Items from a dataset:
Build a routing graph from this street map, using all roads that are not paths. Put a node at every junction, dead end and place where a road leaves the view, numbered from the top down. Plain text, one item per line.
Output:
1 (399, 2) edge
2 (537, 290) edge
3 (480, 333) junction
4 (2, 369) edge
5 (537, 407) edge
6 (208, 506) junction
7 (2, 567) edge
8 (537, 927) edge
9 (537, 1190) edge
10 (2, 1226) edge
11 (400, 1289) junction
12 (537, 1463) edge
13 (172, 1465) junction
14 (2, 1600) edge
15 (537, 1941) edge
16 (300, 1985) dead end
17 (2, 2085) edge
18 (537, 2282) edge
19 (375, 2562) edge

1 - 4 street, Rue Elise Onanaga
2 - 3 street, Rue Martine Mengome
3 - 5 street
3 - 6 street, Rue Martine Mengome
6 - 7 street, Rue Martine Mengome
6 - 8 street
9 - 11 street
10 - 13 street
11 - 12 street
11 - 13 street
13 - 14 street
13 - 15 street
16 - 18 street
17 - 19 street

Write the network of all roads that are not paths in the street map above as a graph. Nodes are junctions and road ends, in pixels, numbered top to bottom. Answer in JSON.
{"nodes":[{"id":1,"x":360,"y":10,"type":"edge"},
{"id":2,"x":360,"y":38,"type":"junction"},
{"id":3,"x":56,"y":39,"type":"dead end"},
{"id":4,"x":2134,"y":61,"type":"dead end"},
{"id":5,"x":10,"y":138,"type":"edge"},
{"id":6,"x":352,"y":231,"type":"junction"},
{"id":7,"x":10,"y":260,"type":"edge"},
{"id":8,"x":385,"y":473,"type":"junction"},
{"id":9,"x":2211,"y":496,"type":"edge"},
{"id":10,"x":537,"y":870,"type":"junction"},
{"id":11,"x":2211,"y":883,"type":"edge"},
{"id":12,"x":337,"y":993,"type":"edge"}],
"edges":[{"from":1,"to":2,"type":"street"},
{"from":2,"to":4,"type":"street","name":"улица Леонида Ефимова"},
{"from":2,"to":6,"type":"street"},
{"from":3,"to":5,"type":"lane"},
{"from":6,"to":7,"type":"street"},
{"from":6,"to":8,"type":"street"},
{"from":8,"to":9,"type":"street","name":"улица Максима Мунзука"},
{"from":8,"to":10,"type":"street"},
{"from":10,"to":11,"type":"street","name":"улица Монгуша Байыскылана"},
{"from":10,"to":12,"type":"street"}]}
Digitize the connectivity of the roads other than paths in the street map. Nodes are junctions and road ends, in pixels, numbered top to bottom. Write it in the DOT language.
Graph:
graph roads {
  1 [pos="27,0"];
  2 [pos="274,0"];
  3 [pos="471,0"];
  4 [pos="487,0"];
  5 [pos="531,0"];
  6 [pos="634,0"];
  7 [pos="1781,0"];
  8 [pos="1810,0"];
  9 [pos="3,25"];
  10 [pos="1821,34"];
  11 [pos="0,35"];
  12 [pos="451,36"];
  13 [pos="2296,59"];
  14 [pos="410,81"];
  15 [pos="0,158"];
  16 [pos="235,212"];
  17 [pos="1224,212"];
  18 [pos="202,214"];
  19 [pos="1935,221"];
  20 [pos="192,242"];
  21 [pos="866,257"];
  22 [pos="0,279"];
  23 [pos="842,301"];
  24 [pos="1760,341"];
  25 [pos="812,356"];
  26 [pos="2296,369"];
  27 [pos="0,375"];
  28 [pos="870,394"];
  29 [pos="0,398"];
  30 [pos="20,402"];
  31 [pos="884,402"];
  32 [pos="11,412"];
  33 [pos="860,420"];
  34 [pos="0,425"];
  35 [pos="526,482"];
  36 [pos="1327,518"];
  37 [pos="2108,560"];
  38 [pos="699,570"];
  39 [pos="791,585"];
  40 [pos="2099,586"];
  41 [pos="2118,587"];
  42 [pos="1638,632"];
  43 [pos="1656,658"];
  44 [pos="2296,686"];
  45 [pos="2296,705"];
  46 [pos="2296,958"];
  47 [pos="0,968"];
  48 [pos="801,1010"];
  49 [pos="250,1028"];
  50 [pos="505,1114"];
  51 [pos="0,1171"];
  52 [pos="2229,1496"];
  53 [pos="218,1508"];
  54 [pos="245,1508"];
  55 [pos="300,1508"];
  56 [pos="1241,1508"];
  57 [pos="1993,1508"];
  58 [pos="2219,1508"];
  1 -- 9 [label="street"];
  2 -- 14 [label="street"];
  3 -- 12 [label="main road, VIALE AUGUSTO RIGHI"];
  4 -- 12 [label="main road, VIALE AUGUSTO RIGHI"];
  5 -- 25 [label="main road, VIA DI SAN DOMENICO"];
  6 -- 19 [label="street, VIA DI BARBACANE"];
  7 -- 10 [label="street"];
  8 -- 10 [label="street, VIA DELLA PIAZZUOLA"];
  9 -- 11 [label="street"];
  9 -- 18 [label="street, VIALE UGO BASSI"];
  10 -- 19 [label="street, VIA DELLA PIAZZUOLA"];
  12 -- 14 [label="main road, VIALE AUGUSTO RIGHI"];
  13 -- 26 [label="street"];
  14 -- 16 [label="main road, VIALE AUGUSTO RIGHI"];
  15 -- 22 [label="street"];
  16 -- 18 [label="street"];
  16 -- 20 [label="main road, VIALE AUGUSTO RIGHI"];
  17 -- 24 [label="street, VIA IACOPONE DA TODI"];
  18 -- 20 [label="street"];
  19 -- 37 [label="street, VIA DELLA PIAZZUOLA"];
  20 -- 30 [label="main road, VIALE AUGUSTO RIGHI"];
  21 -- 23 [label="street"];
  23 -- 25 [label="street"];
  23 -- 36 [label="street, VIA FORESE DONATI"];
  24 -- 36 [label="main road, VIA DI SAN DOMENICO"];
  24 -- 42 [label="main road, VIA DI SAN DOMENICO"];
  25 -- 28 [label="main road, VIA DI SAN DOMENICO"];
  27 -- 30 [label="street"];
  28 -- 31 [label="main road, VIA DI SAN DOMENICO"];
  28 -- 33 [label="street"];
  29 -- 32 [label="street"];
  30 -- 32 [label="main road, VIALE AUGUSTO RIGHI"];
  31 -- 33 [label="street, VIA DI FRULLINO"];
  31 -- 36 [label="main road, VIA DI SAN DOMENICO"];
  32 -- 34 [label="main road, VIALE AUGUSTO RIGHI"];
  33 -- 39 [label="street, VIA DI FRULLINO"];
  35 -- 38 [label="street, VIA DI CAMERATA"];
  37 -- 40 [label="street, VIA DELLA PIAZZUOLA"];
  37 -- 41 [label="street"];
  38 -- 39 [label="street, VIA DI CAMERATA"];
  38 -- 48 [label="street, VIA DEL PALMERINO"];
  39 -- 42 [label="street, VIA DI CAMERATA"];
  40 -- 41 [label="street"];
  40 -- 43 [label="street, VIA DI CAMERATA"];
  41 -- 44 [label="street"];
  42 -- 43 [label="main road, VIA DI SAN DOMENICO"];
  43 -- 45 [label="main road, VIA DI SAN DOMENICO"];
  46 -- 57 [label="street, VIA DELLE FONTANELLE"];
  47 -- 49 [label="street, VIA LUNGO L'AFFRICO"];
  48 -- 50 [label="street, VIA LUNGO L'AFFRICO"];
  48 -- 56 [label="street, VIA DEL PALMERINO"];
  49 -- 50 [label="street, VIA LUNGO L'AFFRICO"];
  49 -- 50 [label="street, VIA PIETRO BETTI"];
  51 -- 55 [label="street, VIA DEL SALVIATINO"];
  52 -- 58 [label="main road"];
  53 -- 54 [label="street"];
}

### Activity
Please report every line in the entries above that holds the string "Write".

### Exercise output
Write the network of all roads that are not paths in the street map above as a graph. Nodes are junctions and road ends, in pixels, numbered top to bottom. Answer in JSON.
Digitize the connectivity of the roads other than paths in the street map. Nodes are junctions and road ends, in pixels, numbered top to bottom. Write it in the DOT language.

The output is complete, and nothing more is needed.